The first leak came just hours after the attacks, when Utah Sen. Orrin Hatch, ranking Republican on the Judiciary Committee, passed on to reporters information about one of the suspects he had been told in confidence by FBI and CIA officials. Last week, someone in attendance at a congressional briefing spilled classified information on the potential for further attacks.

Neither leak caused any real, measurable, harm, although the first had the potential to compromise an investigation just begun and the second to cause public panic. It would be giving the leakers far too much credit, however, to suggest that they made rational assessments of the information and determined that it did not warrant secrecy. More likely, they just blabbed.

The president’s response was a directive limiting classified military and investigative briefings to the eight senior members of Congress. Given the number of committees that will deal with the myriad issues of a situation that touches nearly every aspect of government operations and daily lives, that limit, for reasons both purely practical and constitutional, cannot stand. Still, a point that needing making was made.

Having gotten Congress’ attention, a compromise was worked out Wednesday in which classified briefings will be provided to all members of the Armed Services and Foreign Relations committees, and to full membership as necessary. The briefing given the full House that afternoon was both a gesture of good will and a test.
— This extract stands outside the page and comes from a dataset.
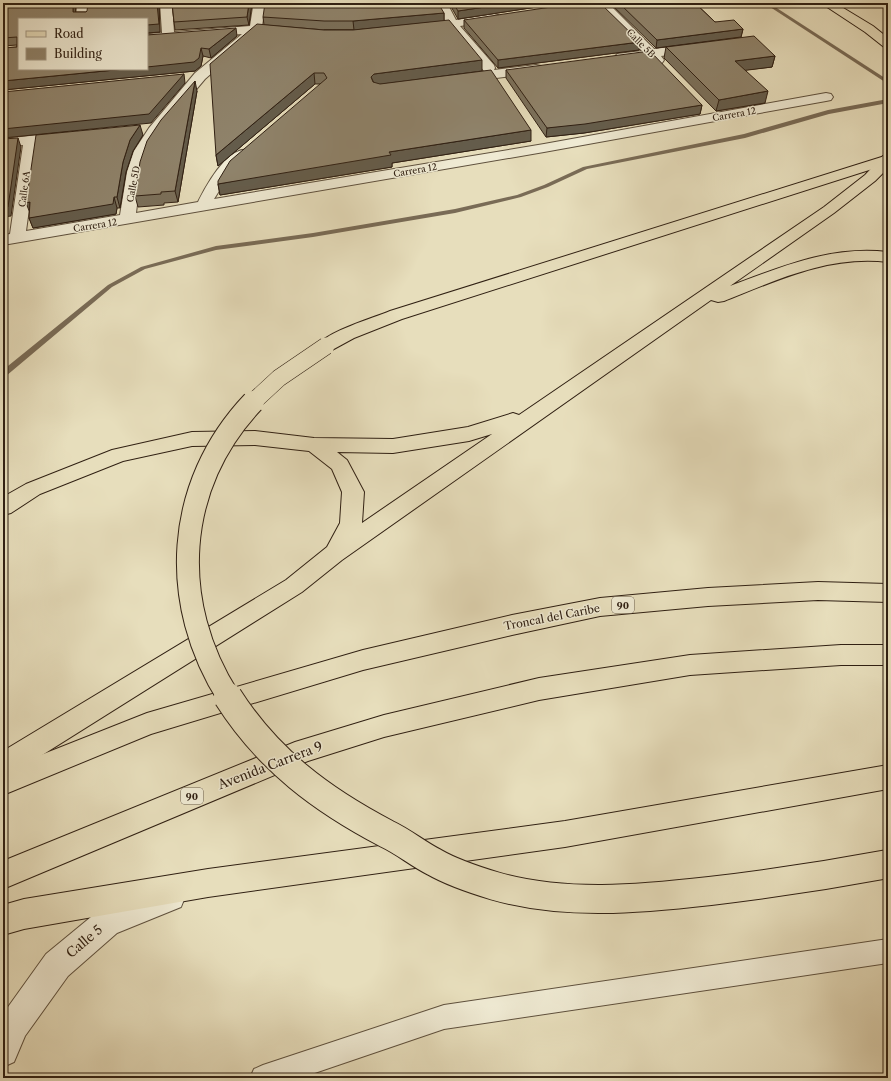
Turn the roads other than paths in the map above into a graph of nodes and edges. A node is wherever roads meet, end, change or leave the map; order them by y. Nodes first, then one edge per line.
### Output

There is another side to this, however. Long before the attacks, the Bush administration was establishing a reputation for unwarranted secrecy – for example, the battle to keep Congress from overseeing decisions on energy and environmental policy now may be heading to court, as Congress’ investigative arm, the General Accounting Office, contemplates suing Vice President Cheney for refusing to hand over information relating to his Energy Policy Task Force. Perhaps the current uproar and its direct relation to national security and lives in jeopardy will cause the president to realize that not there are secrets and then there are real secrets.